#### [Records for this task]

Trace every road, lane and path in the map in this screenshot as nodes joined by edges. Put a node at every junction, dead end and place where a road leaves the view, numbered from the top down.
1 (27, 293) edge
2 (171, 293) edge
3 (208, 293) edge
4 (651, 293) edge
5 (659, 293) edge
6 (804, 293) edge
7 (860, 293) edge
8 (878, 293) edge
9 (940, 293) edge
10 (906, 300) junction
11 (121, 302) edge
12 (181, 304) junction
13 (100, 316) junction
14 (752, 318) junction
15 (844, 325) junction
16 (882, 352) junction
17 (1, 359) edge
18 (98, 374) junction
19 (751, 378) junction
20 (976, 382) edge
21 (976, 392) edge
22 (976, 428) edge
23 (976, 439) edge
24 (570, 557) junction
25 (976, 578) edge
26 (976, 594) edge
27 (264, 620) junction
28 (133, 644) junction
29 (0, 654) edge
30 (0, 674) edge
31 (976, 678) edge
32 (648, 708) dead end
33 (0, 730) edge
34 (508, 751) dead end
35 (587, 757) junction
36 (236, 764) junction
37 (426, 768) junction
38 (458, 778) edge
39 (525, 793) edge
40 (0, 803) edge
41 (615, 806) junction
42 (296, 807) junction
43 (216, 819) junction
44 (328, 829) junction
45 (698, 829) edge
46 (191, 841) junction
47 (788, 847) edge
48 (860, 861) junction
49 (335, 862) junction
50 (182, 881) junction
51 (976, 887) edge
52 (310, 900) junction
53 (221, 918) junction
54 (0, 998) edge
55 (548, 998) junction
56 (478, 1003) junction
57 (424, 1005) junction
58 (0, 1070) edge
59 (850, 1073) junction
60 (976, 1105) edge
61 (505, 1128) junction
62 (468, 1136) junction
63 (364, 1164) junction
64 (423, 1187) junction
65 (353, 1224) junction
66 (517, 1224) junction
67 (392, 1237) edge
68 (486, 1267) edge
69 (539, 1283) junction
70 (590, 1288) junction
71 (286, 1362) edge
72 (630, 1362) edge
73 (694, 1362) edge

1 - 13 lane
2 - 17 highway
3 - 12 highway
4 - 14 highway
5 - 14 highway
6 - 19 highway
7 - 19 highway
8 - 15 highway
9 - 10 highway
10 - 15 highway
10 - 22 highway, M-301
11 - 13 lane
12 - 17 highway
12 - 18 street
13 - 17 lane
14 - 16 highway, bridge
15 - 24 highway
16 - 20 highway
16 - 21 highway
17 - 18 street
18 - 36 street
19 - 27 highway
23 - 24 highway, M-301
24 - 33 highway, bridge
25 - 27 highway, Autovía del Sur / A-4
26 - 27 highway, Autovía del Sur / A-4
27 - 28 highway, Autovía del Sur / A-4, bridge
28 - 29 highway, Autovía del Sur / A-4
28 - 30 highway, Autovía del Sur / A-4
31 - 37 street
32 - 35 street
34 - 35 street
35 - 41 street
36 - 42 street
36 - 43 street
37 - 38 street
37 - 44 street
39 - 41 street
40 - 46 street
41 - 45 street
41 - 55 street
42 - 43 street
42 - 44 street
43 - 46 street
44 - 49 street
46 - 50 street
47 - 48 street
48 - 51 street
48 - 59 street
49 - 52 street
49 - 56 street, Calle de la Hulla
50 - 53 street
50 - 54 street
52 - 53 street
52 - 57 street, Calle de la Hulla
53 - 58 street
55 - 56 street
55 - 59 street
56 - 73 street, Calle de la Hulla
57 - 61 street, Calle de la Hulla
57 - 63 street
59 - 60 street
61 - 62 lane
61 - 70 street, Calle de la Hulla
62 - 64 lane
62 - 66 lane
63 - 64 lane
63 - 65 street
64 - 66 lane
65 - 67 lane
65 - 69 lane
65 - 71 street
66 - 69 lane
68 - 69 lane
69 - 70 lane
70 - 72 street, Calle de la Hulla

#### [Required action]
Search the material above for "Hulla". Pull out each line where it shows up.

#### [Finished exercise]
49 - 56 street, Calle de la Hulla
52 - 57 street, Calle de la Hulla
56 - 73 street, Calle de la Hulla
57 - 61 street, Calle de la Hulla
61 - 70 street, Calle de la Hulla
70 - 72 street, Calle de la Hulla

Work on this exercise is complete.